The people behind the names: Ruby Sisson

Photo courtesy John M. Motter
J.M. and Eudvigas Salazar, members of the pioneer Archuleta family for whom Archuleta County is named.

We are writing about Ruby Sisson — school teacher, rancher and community benefactor. Her contributions to the community, especially the library, were so significant the library is named Ruby M. Sisson Memorial Library in her honor.

The source of much of the information we know about “Miss Ruby” is Mamie Lynch, author of an article about Miss Ruby contained in “Remembrances,” a series of books concerning local history preserved in the Hershey History Collection at the library.

Continuing from last week:

“Mrs. Sisson died August 23, 1985, while convalescing at the home of Doug and Mamie Lynch.

“Mamie is the trustee of Ruby’s will and it is her responsibility to distribute the income from the estate according to the will.

“The provisions of the will clearly show just how thoughtful and generous Miss Ruby was. She provided various amounts of money to six public or civic organizations.”

“I had her in the hospital a couple of times,” Mamie wrote. “She complained about not being able to swallow. The doctors could not find anything wrong with her so we brought her to our house and this was where she died. The night before she died, I was sitting by her bed giving her a drink of water and she said, ‘You won’t be mad at me if I die, will you?’ I said, ‘No Ruby. Not if that is what you want.’

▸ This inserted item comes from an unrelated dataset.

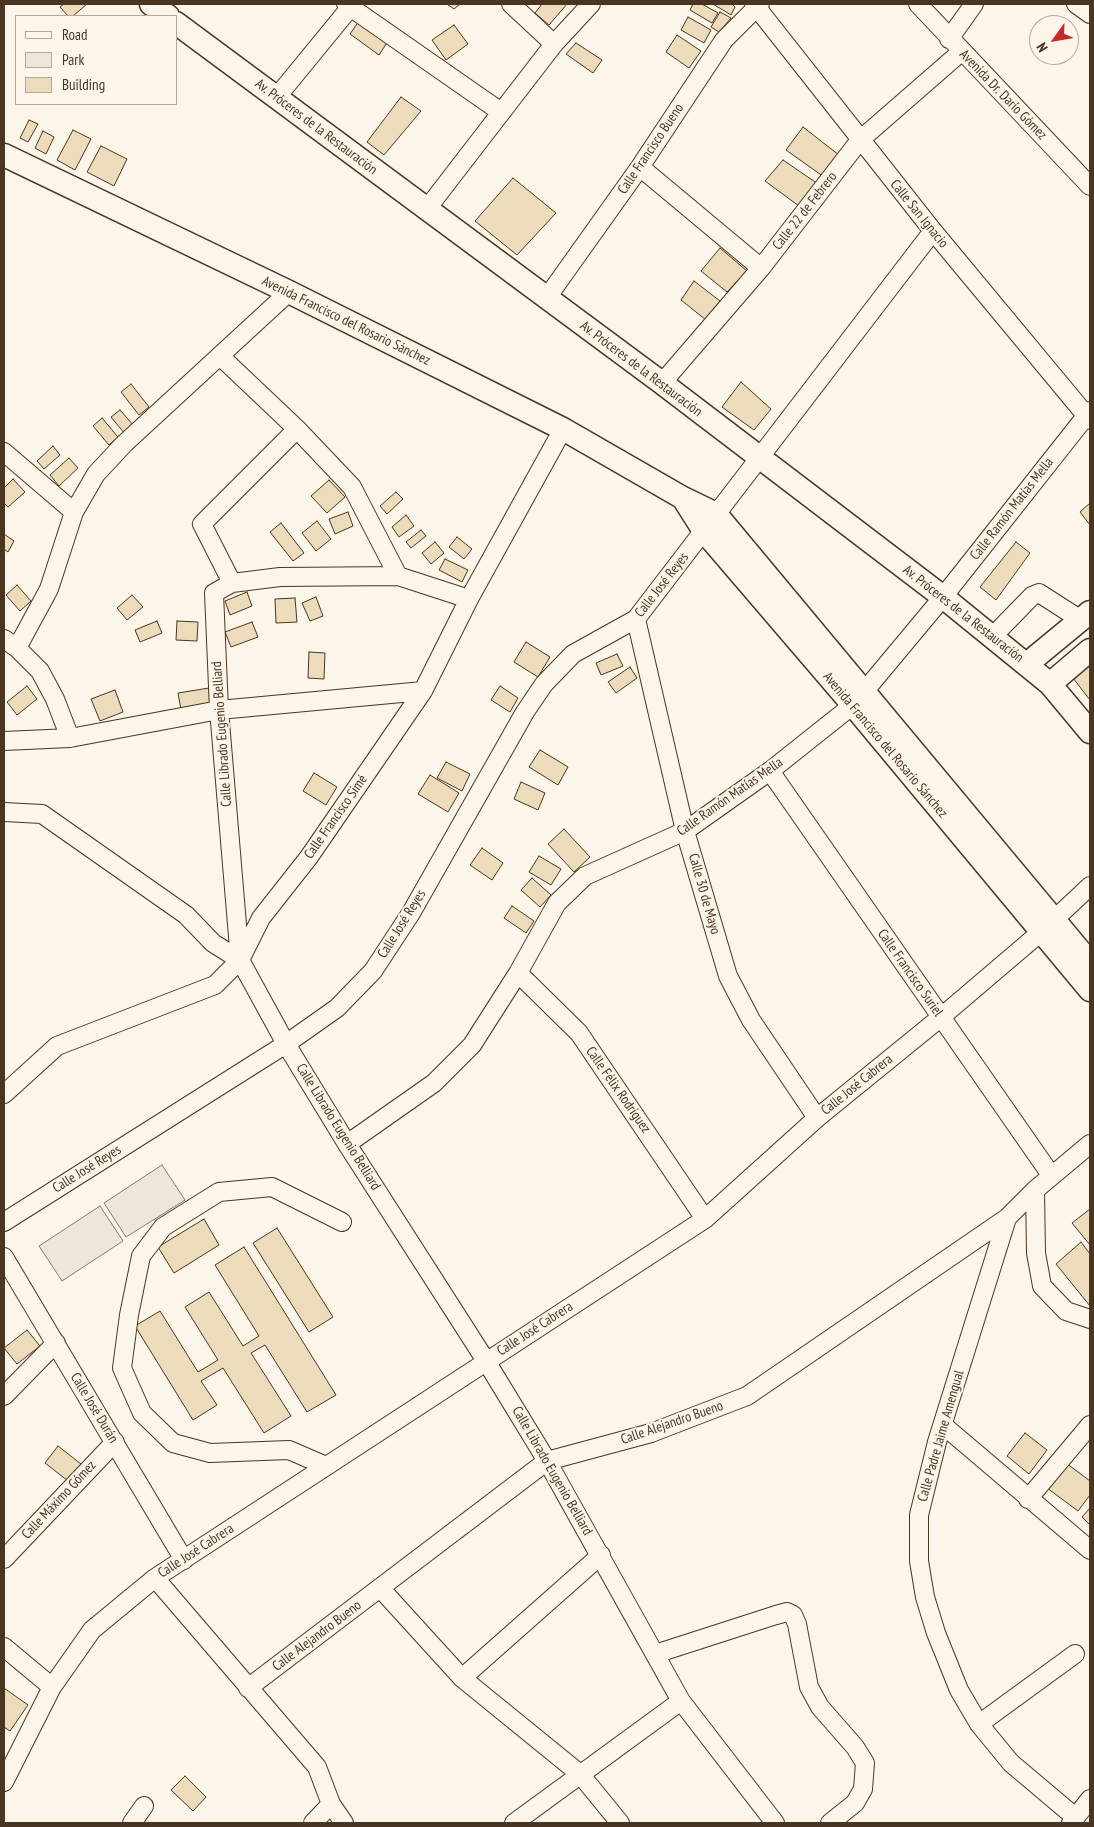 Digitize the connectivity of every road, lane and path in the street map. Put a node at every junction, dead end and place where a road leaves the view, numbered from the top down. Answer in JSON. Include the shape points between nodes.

“Earlier that summer I had asked her if she had a will. She answered that she had no will but her money would be taken care of by Robert Lindner. She had sold her ranch to Robert Lindner. I said, ‘Ruby you can’t do that. You decide where your money should go.’ There were some nieces and nephews but she did not want her money to go to any of them. I told her that if she didn’t have a will, her estate would go through probate and her money might go to people and places that she did not approve of. She agreed that it would be a good idea to talk to local attorney Earl Hoover about what she wanted done with her estate. She was living at the ranch at this time. I took Earl to visit with her and invited some neighbors to sit in. She talked to Earl alone and explained to him that she wanted her money to be used to help people. She decided that she wanted 50 percent of the proceeds of her estate to go to a scholarship fund to help students who had graduated from Pagosa Springs High School. Dr. Frank Oppenheimer had been a neighbor of Ruby’s and had established a museum in San Francisco, called the Exploratorium. Ruby was an admirer of Frank and what he had done and she wanted 20 percent of her money to go to his museum. She also wanted to help the Community United Methodist Church and the library and the emergency medical technicians. She wanted to help build a hospital, but she stipulated that if the building was not started within two years after her death the money was to be used for another purpose, at my discretion. The building was not started within two years and I decided that the money would go to a library. The net result is 50 percent went to the high school scholarship fund, 20 percent to the Exploratorium, 15 percent to the library, 10 percent to the United Methodist Church of Pagosa Springs, and 5 percent to the Upper San Juan Emergency Medical Technicians. She asked me to set up a committee to oversee the scholarship fund.”